If deep lacerations of facial soft tissues in the buccal and particularly the preauricular area indicate damage on the extratemporal route of the nerve and there is clinical evidence of paresis, meticulous inspection and identification of severed nerve ends is often the only way to positively establish the presence of nerve damage. The functional sequelae of evident damage to individual nerve branches are difficult to predict because of the reasons mentioned earlier, and primary nerve reconstruction after identification of nerve ends is not always indicated. From the experience with crossfacial nerve grafts for facial reanimation, it is known that 50% of facial nerve fibers are sufficient to provide satisfactory muscle tonus at rest and symmetrical movement under voluntary function. Primary repair is recommended only if there is morphological proof that the trunk of the facial nerve itself has been severed. Only in this case should further dissection of the nerve segments be performed. However, if primary repair is not possible because of soft tissue swelling, bleeding, lack of operation time, or serious injury, repair can be delayed. Reconstruction after 3 to 4 weeks may be preferable in many cases because the patient’s condition has become stable and soft tissue swelling has gone down. For the severed nerve ends to be identified in the secondary approach, they must be marked during primary care with non-resorbable atraumatic marker sutures that are fixed to the skin.

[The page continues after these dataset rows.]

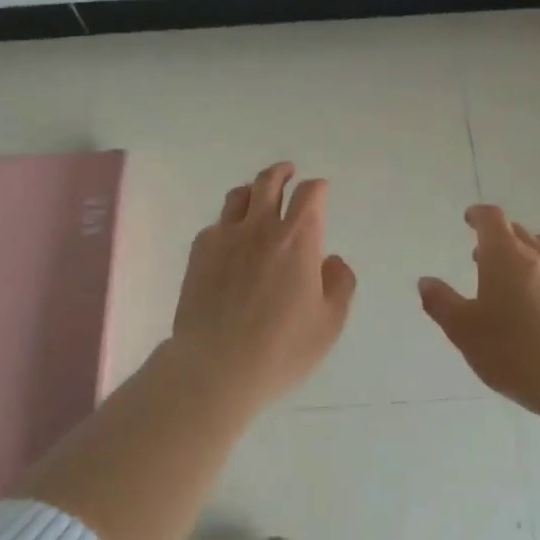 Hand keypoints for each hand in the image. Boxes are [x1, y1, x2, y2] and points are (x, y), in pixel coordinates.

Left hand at [169, 162, 356, 409]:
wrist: (216, 367)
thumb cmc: (281, 349)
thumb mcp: (329, 324)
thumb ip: (340, 285)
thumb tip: (331, 260)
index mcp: (298, 239)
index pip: (311, 194)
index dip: (318, 188)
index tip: (320, 191)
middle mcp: (261, 227)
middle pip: (270, 182)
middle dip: (282, 173)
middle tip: (288, 173)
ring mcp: (226, 236)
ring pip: (239, 196)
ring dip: (253, 191)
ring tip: (257, 198)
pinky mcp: (199, 252)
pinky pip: (216, 225)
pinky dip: (228, 224)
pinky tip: (230, 241)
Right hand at [419, 205, 539, 416]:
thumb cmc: (511, 348)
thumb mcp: (463, 329)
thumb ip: (441, 302)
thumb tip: (426, 282)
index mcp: (504, 254)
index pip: (492, 218)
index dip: (479, 215)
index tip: (470, 218)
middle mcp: (537, 256)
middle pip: (518, 232)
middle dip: (499, 237)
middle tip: (483, 255)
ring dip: (525, 256)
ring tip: (513, 278) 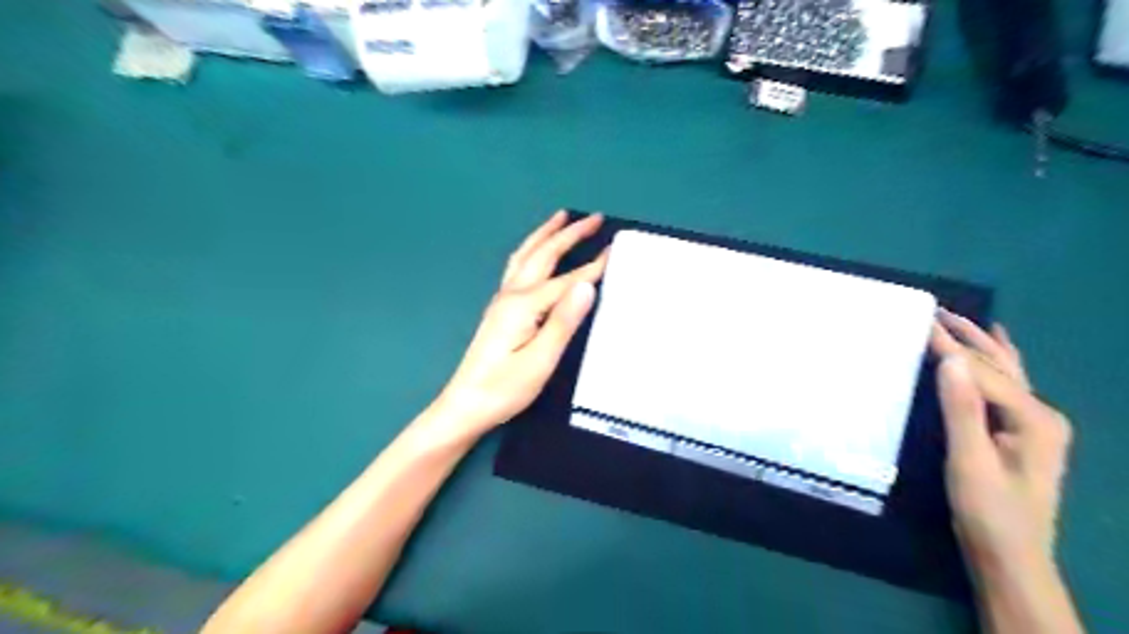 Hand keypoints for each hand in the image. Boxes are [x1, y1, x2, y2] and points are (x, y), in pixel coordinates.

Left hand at [434, 212, 609, 437]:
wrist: (465, 405)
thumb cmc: (505, 388)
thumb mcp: (540, 360)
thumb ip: (564, 321)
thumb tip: (587, 285)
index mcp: (524, 305)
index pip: (567, 279)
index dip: (593, 265)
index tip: (616, 248)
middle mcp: (511, 294)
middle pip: (543, 254)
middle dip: (569, 233)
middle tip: (594, 217)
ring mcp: (502, 300)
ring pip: (525, 255)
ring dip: (545, 234)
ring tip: (561, 218)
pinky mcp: (499, 309)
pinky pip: (518, 266)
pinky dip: (532, 249)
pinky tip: (535, 252)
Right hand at [930, 310, 1067, 571]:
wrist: (1010, 556)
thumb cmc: (987, 510)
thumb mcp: (969, 460)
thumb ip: (962, 408)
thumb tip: (951, 359)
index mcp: (1033, 419)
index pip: (983, 373)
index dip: (949, 347)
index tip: (918, 322)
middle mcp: (1042, 415)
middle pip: (1001, 366)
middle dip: (969, 336)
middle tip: (937, 311)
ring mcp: (1037, 424)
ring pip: (1007, 373)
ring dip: (982, 344)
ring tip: (962, 320)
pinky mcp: (1023, 433)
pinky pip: (1006, 386)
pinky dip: (996, 363)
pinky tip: (998, 349) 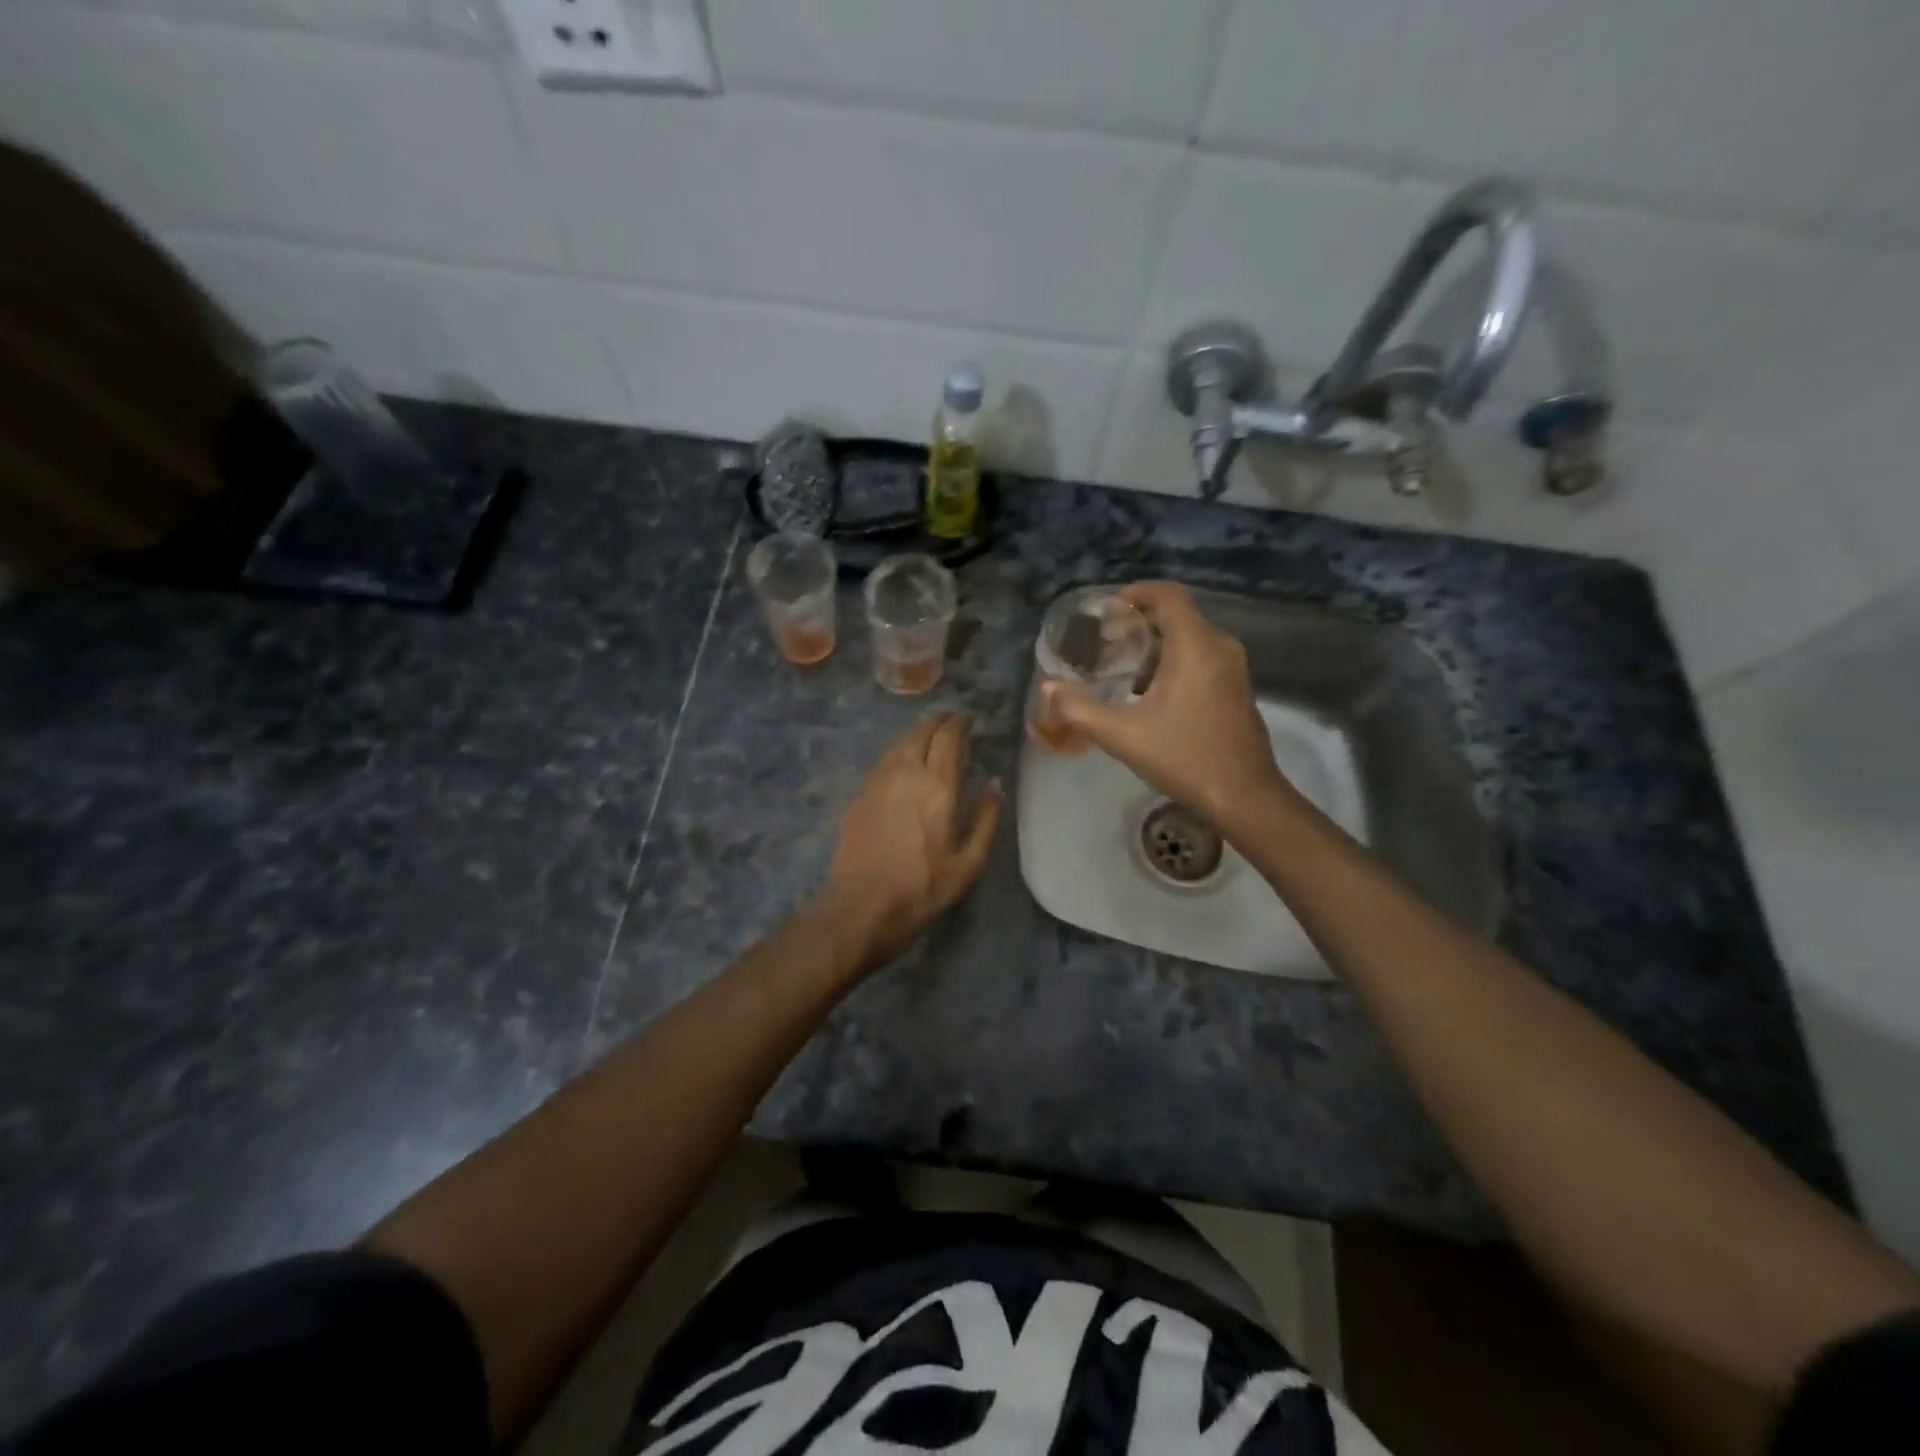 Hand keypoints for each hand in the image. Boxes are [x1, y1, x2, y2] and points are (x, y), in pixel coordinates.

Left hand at [820, 713, 1003, 971]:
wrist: (860, 907)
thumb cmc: (923, 889)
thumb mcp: (969, 863)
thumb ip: (987, 818)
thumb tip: (996, 784)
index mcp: (938, 785)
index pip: (949, 737)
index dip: (960, 723)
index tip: (969, 720)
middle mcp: (907, 772)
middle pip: (922, 731)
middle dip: (939, 721)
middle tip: (952, 723)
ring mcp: (878, 781)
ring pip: (899, 741)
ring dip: (917, 732)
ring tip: (930, 735)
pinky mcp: (860, 794)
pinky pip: (884, 759)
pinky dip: (899, 750)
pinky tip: (904, 761)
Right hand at [1043, 581, 1299, 831]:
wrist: (1244, 797)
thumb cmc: (1184, 758)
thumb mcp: (1122, 735)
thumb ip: (1079, 709)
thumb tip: (1046, 689)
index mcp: (1195, 645)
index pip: (1168, 595)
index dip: (1137, 594)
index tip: (1108, 610)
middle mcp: (1219, 647)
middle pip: (1177, 616)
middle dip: (1139, 624)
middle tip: (1105, 645)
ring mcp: (1233, 669)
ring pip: (1190, 639)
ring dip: (1155, 646)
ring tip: (1121, 670)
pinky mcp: (1237, 690)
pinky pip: (1202, 659)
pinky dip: (1173, 663)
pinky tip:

If the patient has an extratemporal traumatic facial nerve lesion and the surgeon is uncertain whether the injury is only minor (i.e., neurapraxia) or the nerve has been completely severed, no more than 3 months should elapse before possible repair. During this time, the nerve function must be monitored electromyographically, and a decision about whether to perform a reconstruction must be made. If no signs of regeneration are seen during this period, revision and reconstruction should no longer be delayed. Physical therapy such as electrostimulation of the facial muscles and massage should be administered in the meantime.

The interval before secondary nerve repair is limited by the progressive atrophy of the facial muscles on the paretic side of the face. If reconstruction of the nerve is considered, it must be performed at least within the first year postoperatively, because after this period, muscle function, even with reinnervated facial nerve fibers, will be insufficient to accomplish satisfactory movement of the face on the paretic side. Beyond this interval, reanimation of the paralyzed face must be performed by revascularized transfer of neuromuscular segments. In such procedures, a vascularized segment from the gracilis muscle or the latissimus dorsi muscle with a branch of the supplying nerve is transferred to the face to augment the atrophic facial muscles and allow for innervated function of the transferred muscle.

Surgical Repair

Surgical intervention for repair of traumatic damage to the facial nerve depends on the location of the nerve injury. For intratemporal lesions, decompression surgery of the nerve in the osseous canal through the temporal bone must be considered. For extratemporal lesions, a decision must be made about microsurgical repair of the nerve. Although the former procedure is more a domain of otolaryngology or neurosurgery, the maxillofacial surgeon is involved in the latter.

Microsurgical repair of the extratemporal portion of the facial nerve requires a high standard of technical equipment and surgical training. A surgical microscope with continuously adjustable magnification between 2× and 40× and foot control should be available. Suture material with a 25 µm diameter (10-0) is recommended, and forceps with smooth, nonserrated ends are preferable to avoid trauma to the delicate perineural tissue.